Sprechen wir noch über Kunst. Sie haben in den letzten Jahren viele Ausstellungen kuratiert, waren Ko-Kuratorin von "Unter der Erde. Von Kafka bis Kippenberger" im Rahmen der Quadriennale Düsseldorf 2014 und haben Einzelausstellungen von Susan Philipsz und Annette Messager kuratiert. Werden Sie in der neuen Position noch eigene Ausstellungen realisieren? Das Ausstellungsprogramm für die kommenden Jahre steht ja sicher schon fest.
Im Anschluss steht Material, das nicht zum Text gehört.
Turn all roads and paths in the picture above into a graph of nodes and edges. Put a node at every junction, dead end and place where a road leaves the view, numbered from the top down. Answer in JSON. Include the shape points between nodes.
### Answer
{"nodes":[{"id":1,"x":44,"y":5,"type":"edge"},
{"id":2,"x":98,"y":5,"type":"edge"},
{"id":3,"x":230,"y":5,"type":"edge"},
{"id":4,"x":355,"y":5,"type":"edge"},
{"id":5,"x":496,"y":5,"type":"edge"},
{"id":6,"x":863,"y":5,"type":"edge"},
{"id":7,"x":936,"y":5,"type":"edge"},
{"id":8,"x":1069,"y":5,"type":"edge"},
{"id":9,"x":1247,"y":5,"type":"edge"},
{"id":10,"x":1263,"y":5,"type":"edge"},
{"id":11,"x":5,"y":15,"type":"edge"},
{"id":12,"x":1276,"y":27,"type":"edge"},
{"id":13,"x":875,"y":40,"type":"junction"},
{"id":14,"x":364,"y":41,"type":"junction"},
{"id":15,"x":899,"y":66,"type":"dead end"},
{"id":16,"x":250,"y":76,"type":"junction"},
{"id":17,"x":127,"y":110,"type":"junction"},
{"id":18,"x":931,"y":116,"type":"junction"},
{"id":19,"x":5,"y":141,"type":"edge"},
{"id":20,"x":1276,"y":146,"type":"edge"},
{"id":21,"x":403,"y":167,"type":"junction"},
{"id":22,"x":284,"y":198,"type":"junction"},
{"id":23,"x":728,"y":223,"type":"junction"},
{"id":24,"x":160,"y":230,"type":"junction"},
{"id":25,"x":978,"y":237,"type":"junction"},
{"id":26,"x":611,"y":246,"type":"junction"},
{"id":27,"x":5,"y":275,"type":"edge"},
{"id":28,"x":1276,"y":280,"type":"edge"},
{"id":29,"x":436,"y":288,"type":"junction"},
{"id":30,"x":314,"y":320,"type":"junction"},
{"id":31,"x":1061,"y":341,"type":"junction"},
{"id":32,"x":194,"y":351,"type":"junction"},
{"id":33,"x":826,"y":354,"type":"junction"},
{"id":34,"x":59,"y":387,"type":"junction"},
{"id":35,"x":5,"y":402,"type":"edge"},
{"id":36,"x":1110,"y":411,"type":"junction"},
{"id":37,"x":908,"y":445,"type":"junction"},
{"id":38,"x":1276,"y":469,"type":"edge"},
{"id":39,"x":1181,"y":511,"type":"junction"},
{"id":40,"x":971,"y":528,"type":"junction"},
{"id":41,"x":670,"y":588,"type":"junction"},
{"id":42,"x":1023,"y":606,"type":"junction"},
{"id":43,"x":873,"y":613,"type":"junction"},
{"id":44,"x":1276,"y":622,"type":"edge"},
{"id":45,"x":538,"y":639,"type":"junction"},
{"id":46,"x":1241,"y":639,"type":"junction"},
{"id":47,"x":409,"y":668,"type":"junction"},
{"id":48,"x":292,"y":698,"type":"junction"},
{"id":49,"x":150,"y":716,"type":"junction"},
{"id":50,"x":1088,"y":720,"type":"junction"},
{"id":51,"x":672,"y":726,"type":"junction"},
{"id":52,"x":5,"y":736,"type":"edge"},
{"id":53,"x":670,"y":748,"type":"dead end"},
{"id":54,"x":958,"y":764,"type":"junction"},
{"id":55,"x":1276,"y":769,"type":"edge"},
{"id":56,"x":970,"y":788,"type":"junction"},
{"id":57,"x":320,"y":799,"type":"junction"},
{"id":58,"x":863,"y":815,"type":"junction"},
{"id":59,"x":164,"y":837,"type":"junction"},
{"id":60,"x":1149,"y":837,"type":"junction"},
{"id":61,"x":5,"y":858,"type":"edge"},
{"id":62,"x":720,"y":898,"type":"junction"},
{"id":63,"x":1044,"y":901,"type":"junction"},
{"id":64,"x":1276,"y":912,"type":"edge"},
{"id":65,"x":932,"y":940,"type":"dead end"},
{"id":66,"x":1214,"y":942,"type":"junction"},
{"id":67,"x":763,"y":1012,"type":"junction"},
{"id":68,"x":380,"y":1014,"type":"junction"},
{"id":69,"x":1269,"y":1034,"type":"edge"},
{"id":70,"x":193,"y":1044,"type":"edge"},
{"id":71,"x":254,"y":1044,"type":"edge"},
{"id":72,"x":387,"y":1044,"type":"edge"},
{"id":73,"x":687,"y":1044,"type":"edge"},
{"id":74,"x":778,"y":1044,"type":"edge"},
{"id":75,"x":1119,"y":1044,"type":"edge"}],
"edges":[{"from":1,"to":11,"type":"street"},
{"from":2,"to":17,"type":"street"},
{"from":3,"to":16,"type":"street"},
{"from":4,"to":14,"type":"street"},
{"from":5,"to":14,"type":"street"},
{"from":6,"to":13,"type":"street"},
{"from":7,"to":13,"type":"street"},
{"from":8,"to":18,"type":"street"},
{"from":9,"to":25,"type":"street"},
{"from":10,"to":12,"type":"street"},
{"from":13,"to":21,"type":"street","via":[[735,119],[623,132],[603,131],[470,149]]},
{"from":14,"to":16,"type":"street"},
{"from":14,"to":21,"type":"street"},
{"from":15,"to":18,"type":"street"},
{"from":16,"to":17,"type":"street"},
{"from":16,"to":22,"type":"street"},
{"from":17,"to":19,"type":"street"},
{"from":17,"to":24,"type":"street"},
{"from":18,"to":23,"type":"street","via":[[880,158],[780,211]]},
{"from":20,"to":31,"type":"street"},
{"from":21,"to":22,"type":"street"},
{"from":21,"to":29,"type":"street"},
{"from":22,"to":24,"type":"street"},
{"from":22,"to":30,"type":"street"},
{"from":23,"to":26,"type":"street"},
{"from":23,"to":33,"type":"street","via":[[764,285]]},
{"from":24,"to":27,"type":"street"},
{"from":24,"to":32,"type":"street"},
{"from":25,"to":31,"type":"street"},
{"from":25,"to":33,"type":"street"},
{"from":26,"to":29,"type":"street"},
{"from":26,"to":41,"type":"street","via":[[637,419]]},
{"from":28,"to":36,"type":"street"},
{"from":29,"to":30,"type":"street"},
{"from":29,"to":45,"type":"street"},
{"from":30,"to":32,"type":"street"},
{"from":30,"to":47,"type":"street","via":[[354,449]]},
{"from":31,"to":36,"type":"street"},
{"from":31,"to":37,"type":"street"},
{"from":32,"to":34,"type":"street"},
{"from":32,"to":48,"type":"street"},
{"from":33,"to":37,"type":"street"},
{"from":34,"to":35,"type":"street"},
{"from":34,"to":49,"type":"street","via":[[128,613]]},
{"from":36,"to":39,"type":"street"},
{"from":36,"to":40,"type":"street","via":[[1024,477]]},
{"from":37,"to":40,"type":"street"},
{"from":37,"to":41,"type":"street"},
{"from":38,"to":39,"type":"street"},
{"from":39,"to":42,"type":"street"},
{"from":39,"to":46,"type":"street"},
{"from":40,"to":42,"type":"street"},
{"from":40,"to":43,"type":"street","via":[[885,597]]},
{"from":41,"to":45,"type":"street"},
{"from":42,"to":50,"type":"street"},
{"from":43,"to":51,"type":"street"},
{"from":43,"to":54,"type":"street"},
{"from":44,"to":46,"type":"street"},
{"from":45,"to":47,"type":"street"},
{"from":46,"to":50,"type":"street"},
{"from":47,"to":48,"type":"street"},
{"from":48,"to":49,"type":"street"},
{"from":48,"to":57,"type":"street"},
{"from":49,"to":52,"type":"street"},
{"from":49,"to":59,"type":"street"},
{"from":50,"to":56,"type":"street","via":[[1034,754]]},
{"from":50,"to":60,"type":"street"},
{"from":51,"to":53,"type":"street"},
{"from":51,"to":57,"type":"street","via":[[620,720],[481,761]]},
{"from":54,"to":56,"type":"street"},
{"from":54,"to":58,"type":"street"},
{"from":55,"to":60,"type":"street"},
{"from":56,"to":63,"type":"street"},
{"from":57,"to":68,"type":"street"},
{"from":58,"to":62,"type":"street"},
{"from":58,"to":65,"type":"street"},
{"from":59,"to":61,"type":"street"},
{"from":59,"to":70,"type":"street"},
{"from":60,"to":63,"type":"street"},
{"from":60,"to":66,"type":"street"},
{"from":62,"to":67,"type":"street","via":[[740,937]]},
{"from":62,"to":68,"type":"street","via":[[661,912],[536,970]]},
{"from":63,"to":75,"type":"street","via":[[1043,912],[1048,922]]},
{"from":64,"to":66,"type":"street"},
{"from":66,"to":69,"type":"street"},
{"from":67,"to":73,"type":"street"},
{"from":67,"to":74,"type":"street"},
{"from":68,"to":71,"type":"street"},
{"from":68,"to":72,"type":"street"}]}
Tatsächlich ist es so, dass das Programm für 2024 und 2025 komplett definiert ist. Ich freue mich sehr darauf: 2024 zeigen wir Hanna Bekker vom Rath, die im Zweiten Weltkrieg eine wichtige Rolle gespielt hat, weil sie Ausstellungen heimlich realisiert hat. Sie hat auch Karl Schmidt-Rotluff und "Die Brücke" gefördert. Wie man unter dem Radar von einem System Ausstellungen machen kann, mit Kunst, die damals als "entartet" verfemt wurde, das finde ich sehr spannend. Auch auf die Kulturhauptstadt 2025 freue ich mich sehr. Das Thema "European Realities" wird im Fokus stehen. Das Museum Gunzenhauser hat im März 2023 bereits ein Symposium zu Neuer Sachlichkeit auf europäischer Ebene gemacht. Dann wird es eine Ausstellung zu Edvard Munch geben, in der das Thema Angst im Vordergrund steht. Er war selbst an der spanischen Grippe erkrankt und hat überlebt. Eine aktuelle Parallele zu Corona, mit der wir auch jüngere Menschen erreichen werden. Und es wird eine Ausstellung zum Thema AutodidaktInnen geben. Im Zuge dessen wird auch die Rolle der Frauen ausgeleuchtet, die Anfang des 20. Jahrhunderts noch keinen Zugang zu öffentlichen Kunstakademien hatten und andere Formen der Ausbildung wählen mussten. Ich bringe natürlich auch Ideen mit. Wolfgang Mattheuer ist mir wichtig. Im Jahr 2027 wäre er 100 Jahre alt geworden. Die Kunstsammlungen Chemnitz besitzen seinen grafischen Bestand. Dazu möchte ich gern eine Ausstellung machen, die die aktuellen Fragen nach Mythos und Narrativen aufgreift und auch beleuchtet, wie man heute Kritik an Systemen ausdrücken kann. 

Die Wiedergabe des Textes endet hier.